Data section START

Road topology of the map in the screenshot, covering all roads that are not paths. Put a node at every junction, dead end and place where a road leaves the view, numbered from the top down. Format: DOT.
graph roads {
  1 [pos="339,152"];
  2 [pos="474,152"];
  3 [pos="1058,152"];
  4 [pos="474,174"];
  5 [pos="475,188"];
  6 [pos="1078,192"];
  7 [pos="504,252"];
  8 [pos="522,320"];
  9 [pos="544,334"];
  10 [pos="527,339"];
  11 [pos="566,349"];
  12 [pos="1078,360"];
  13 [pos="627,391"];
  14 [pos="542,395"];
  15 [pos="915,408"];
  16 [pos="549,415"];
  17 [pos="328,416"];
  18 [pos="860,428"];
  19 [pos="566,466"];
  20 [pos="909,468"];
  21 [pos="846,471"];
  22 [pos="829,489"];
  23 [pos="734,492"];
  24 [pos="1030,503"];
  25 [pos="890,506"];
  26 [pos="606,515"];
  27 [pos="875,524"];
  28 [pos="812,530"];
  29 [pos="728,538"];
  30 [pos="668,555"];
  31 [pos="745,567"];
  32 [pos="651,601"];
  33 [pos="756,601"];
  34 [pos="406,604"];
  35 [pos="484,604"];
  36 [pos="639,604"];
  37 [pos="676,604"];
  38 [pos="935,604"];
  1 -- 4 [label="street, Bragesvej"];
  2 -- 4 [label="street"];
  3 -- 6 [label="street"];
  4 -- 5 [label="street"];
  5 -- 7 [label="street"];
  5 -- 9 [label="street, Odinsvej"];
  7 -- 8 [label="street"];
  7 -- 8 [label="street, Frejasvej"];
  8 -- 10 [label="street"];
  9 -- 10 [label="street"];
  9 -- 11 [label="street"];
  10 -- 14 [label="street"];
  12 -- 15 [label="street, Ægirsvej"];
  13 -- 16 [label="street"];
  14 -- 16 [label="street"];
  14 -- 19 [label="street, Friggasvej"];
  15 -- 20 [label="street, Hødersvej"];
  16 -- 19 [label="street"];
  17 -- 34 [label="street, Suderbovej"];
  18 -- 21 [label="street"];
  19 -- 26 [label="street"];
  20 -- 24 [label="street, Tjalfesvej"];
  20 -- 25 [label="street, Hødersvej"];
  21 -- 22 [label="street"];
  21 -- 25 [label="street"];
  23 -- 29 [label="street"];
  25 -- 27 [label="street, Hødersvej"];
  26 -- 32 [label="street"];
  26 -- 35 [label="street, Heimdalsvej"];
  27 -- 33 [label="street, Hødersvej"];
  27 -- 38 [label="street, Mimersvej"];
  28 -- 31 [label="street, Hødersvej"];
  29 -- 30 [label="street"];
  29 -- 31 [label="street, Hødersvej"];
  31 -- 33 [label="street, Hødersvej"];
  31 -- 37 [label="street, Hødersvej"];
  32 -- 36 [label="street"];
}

Data section END
Data section START

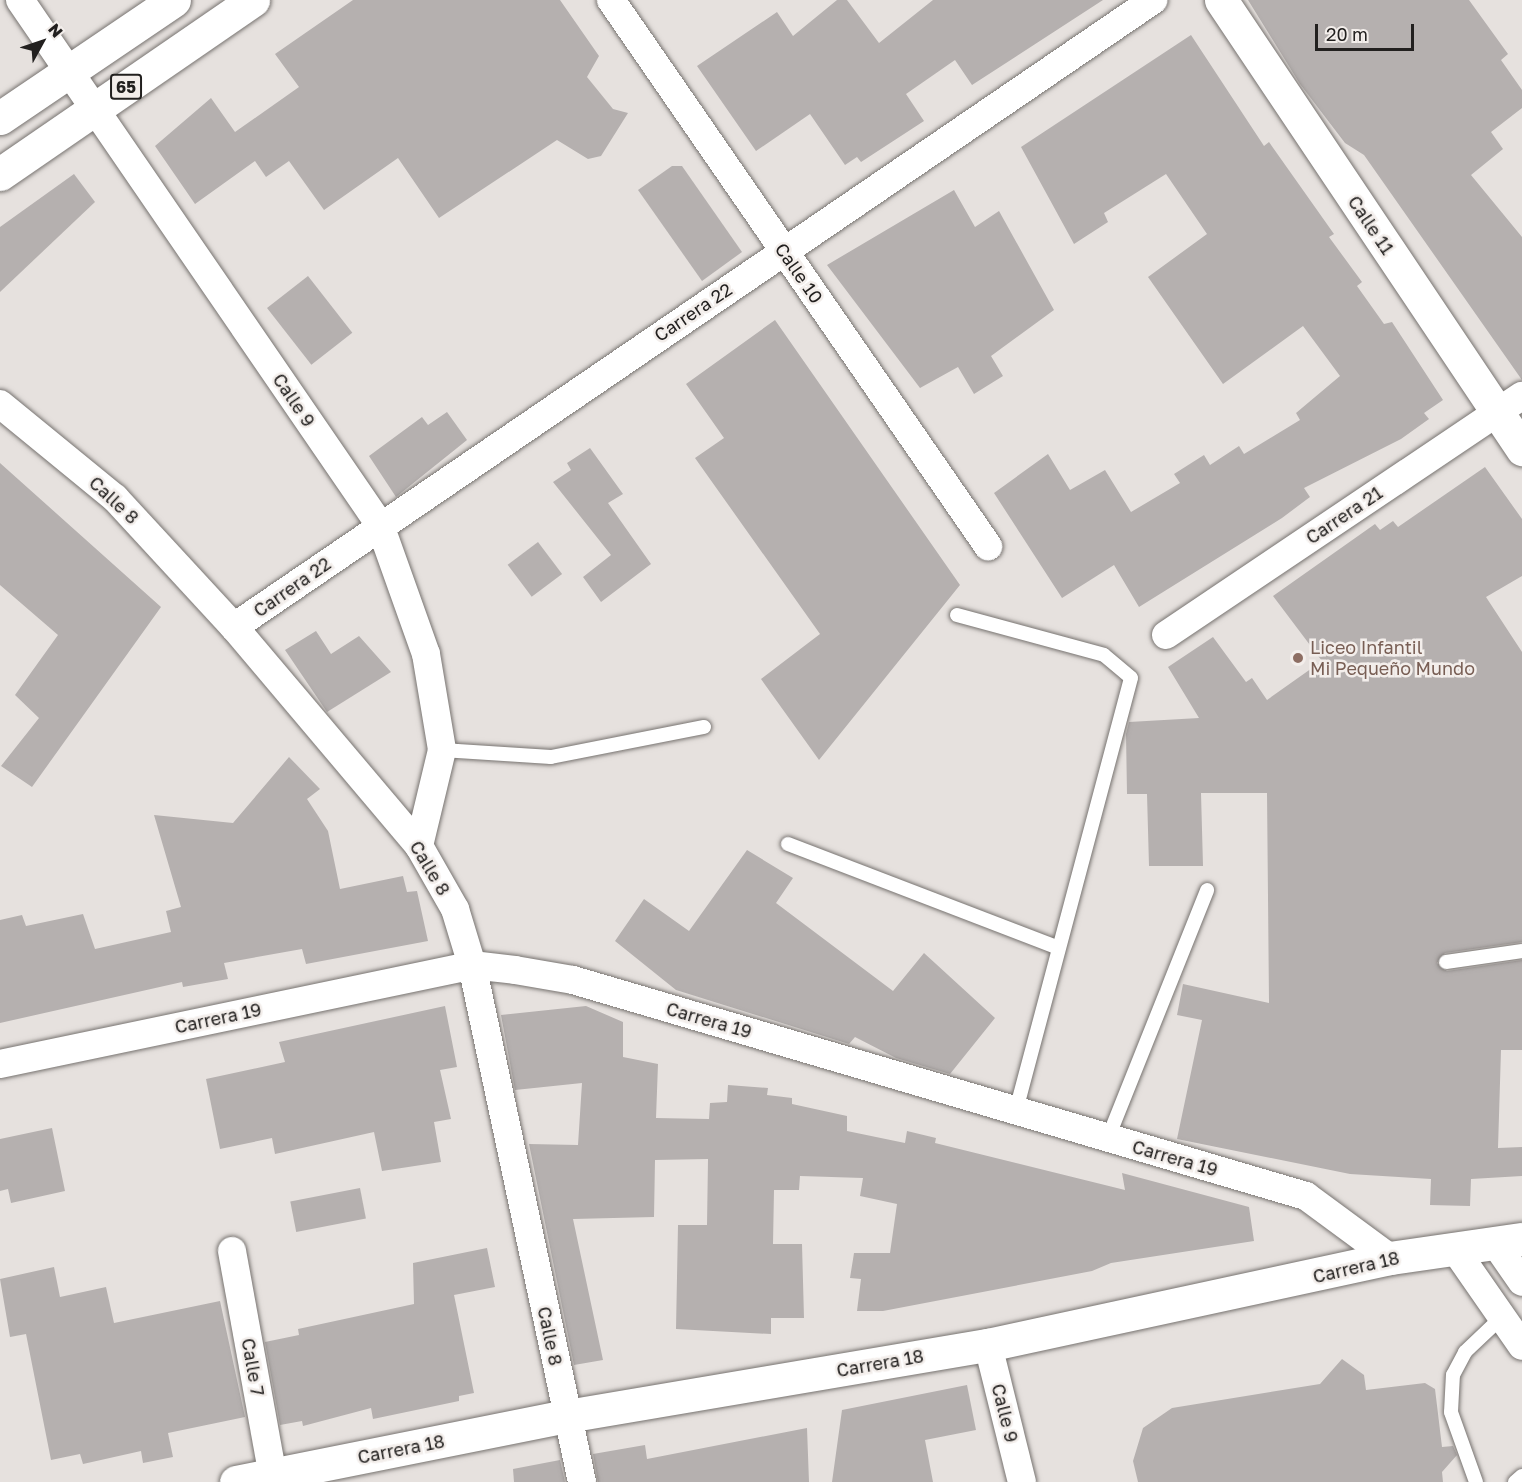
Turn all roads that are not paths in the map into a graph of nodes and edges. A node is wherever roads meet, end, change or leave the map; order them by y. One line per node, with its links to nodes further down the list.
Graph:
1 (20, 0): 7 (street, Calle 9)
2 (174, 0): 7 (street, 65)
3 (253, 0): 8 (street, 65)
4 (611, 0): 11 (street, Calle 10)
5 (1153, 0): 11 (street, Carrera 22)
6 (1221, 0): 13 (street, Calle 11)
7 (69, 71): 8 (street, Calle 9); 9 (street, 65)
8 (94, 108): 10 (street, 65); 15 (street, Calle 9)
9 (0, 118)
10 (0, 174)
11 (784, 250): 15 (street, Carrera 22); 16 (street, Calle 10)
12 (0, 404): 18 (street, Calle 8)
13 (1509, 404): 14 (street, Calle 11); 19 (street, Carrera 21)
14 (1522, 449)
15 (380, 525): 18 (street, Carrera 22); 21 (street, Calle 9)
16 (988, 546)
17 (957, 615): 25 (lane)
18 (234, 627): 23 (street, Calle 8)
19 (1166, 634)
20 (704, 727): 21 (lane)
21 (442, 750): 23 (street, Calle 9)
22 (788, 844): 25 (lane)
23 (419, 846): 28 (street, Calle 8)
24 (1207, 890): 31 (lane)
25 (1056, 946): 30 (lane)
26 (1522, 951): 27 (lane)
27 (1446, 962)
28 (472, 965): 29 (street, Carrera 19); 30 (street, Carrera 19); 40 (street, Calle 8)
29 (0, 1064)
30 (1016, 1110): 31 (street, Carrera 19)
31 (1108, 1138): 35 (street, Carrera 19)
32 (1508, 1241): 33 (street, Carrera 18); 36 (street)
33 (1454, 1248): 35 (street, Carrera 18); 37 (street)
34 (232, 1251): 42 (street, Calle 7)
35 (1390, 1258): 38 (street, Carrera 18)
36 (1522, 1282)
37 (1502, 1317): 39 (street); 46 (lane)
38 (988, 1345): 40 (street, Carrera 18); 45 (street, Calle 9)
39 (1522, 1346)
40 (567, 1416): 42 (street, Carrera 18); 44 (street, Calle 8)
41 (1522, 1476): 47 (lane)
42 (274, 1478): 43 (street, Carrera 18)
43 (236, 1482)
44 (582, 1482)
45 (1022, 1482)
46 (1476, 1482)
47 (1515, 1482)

Data section END

**Task description**
Wherever the word "lane" appears in the entries above, copy that whole line.

**Output below**
17 (957, 615): 25 (lane)
20 (704, 727): 21 (lane)
22 (788, 844): 25 (lane)
24 (1207, 890): 31 (lane)
25 (1056, 946): 30 (lane)
26 (1522, 951): 27 (lane)
37 (1502, 1317): 39 (street); 46 (lane)
41 (1522, 1476): 47 (lane)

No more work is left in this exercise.